━━━━━ SUPPLIED MATERIAL ━━━━━

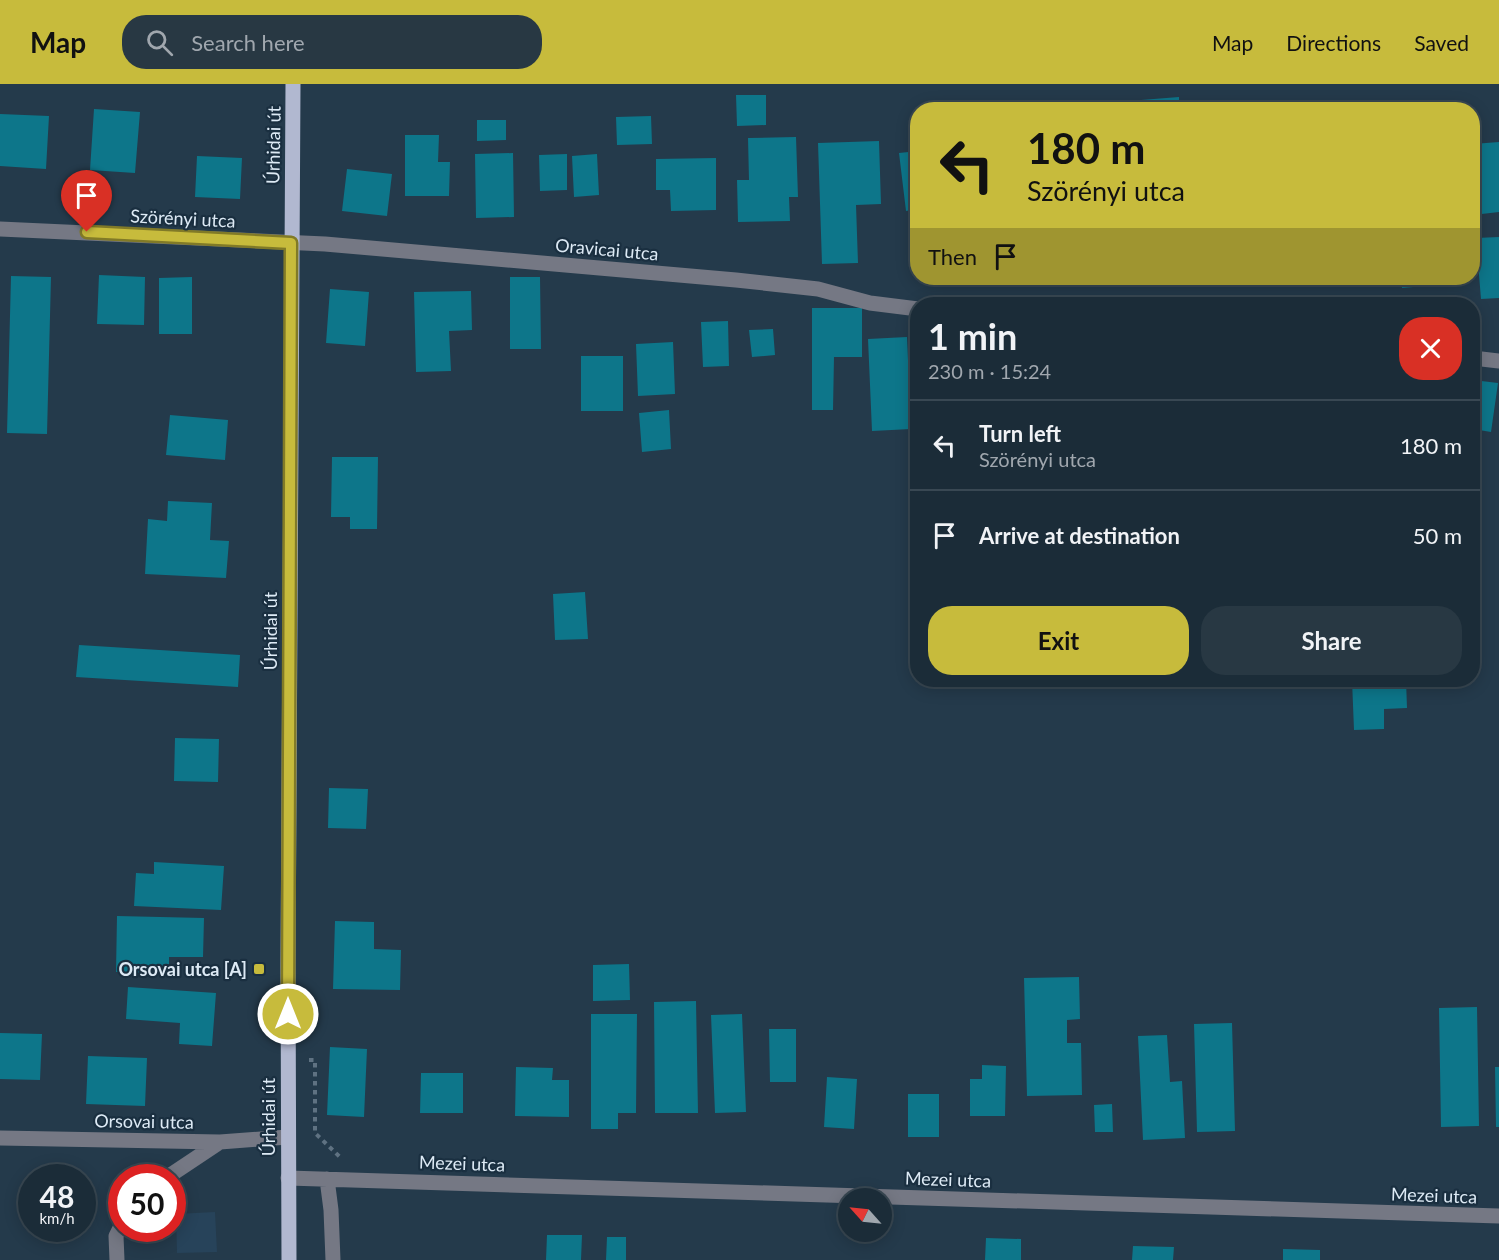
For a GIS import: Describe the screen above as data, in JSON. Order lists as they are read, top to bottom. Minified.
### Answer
{"streets":{"main road":["Úrhidai út"],"street":["Szörényi utca","Oravicai utca","Orsovai utca","Mezei utca"]},"crossings":[["Úrhidai út","Szörényi utca"],["Úrhidai út","Oravicai utca"],["Úrhidai út","Orsovai utca"],["Úrhidai út","Mezei utca"],["Szörényi utca","Oravicai utca"]],"places":{"transit":["Orsovai utca [A]"]},"north":"top left","page":{"header":"Map","search":"Search here","nav":["Map","Directions","Saved"],"turn":["180 m","Szörényi utca"],"then":"Then","heading":["1 min","230 m · 15:24"],"list":[{"name":"Turn left","note":"Szörényi utca","value":"180 m"},{"name":"Arrive at destination","value":"50 m"}],"buttons":["Exit","Share"],"speed":"48 km/h","limit":"50"}}
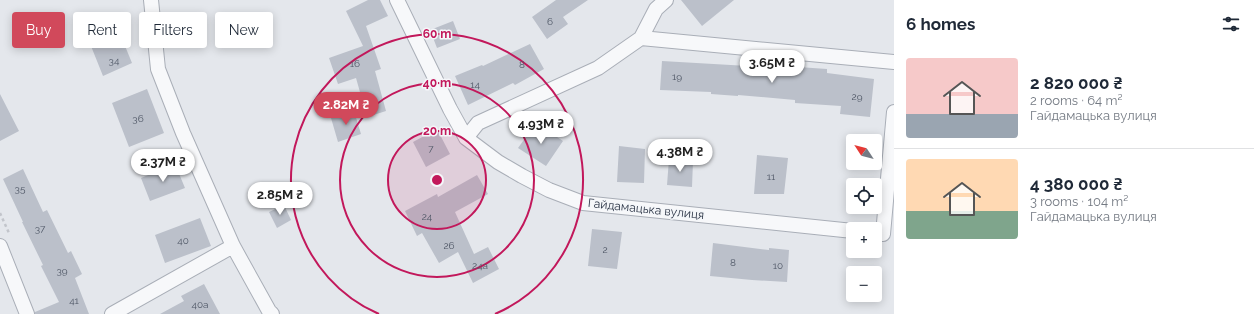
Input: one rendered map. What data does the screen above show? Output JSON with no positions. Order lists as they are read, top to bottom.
{
  "streets": {
    "street": ["Гайдамацька вулиця"]
  },
  "house_numbers": [
    "6",
    "34",
    "16",
    "8",
    "19",
    "14",
    "29",
    "36",
    "7",
    "11",
    "35",
    "24",
    "37",
    "40",
    "26",
    "2",
    "8",
    "24а",
    "10",
    "39",
    "41",
    "40а"
  ],
  "north": "top left",
  "page": {
    "heading": "6 homes",
    "chip": [
      "Buy",
      "Rent",
      "Filters",
      "New"
    ],
    "list": [
      {
        "name": "2 820 000 ₴",
        "note": "2 rooms · 64 m² · Гайдамацька вулиця"
      },
      {
        "name": "4 380 000 ₴",
        "note": "3 rooms · 104 m² · Гайдамацька вулиця"
      }
    ],
    "price": [
      "3.65M ₴",
      "2.82M ₴",
      "4.93M ₴",
      "4.38M ₴",
      "2.37M ₴",
      "2.85M ₴"
    ],
    "map_buttons": ["+", "−"]
  },
  "rings": ["60 m", "40 m", "20 m"]
}
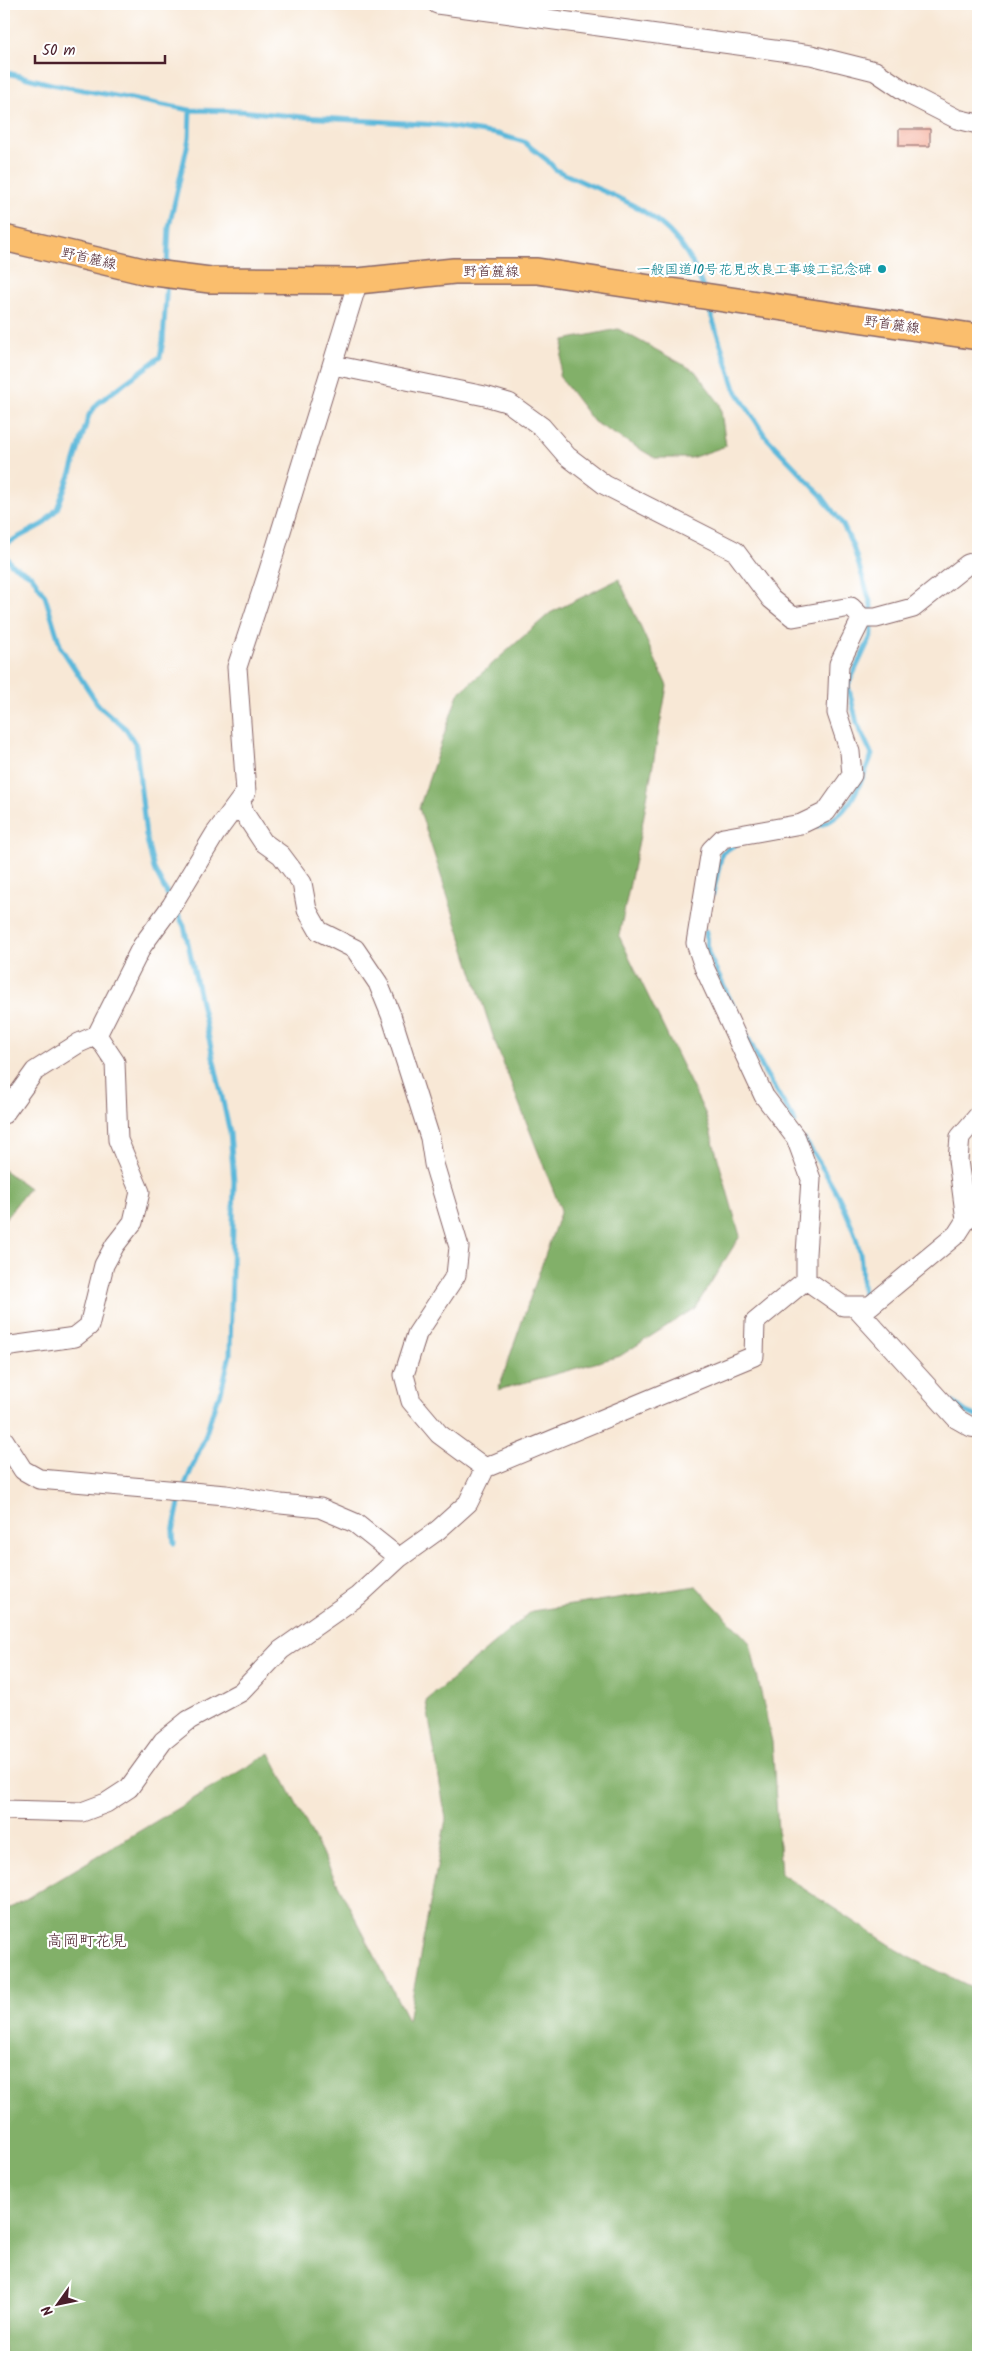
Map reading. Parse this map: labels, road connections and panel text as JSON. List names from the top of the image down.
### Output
{
  "streets": {
    "main road": ["野首麓線"]
  },
  "districts": ["高岡町花見"],
  "places": ["一般国道10号花見改良工事竣工記念碑"],
  "scale_bar": "50 m",
  "north": "bottom left"
}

━━━━━

ABOUT THIS TASK: Apart from the pictures, the entries above are to be repeated in full and exactly.

SOLUTION TO THIS EXERCISE:
For a GIS import: Describe the screen above as data, in JSON. Order lists as they are read, top to bottom. Minified.
### Answer
{"streets":{"main road":["Úrhidai út"],"street":["Szörényi utca","Oravicai utca","Orsovai utca","Mezei utca"]},"crossings":[["Úrhidai út","Szörényi utca"],["Úrhidai út","Oravicai utca"],["Úrhidai út","Orsovai utca"],["Úrhidai út","Mezei utca"],["Szörényi utca","Oravicai utca"]],"places":{"transit":["Orsovai utca [A]"]},"north":"top left","page":{"header":"Map","search":"Search here","nav":["Map","Directions","Saved"],"turn":["180 m","Szörényi utca"],"then":"Then","heading":["1 min","230 m · 15:24"],"list":[{"name":"Turn left","note":"Szörényi utca","value":"180 m"},{"name":"Arrive at destination","value":"50 m"}],"buttons":["Exit","Share"],"speed":"48 km/h","limit":"50"}}
Input: one rendered map. What data does the screen above show? Output JSON with no positions. Order lists as they are read, top to bottom.
{
  "streets": {
    "street": ["Гайдамацька вулиця"]
  },
  "house_numbers": [
    "6",
    "34",
    "16",
    "8",
    "19",
    "14",
    "29",
    "36",
    "7",
    "11",
    "35",
    "24",
    "37",
    "40",
    "26",
    "2",
    "8",
    "24а",
    "10",
    "39",
    "41",
    "40а"
  ],
  "north": "top left",
  "page": {
    "heading": "6 homes",
    "chip": [
      "Buy",
      "Rent",
      "Filters",
      "New"
    ],
    "list": [
      {
        "name": "2 820 000 ₴",
        "note": "2 rooms · 64 m² · Гайдамацька вулиця"
      },
      {
        "name": "4 380 000 ₴",
        "note": "3 rooms · 104 m² · Гайдамацька вулиця"
      }
    ],
    "price": [
      "3.65M ₴",
      "2.82M ₴",
      "4.93M ₴",
      "4.38M ₴",
      "2.37M ₴",
      "2.85M ₴"
    ],
    "map_buttons": ["+", "−"]
  },
  "rings": ["60 m", "40 m", "20 m"]
}
Map reading. Parse this map: labels, road connections and panel text as JSON. List names from the top of the image down.
### Output
{
  "streets": {
    "main road": ["野首麓線"]
  },
  "districts": ["高岡町花見"],
  "places": ["一般国道10号花見改良工事竣工記念碑"],
  "scale_bar": "50 m",
  "north": "bottom left"
}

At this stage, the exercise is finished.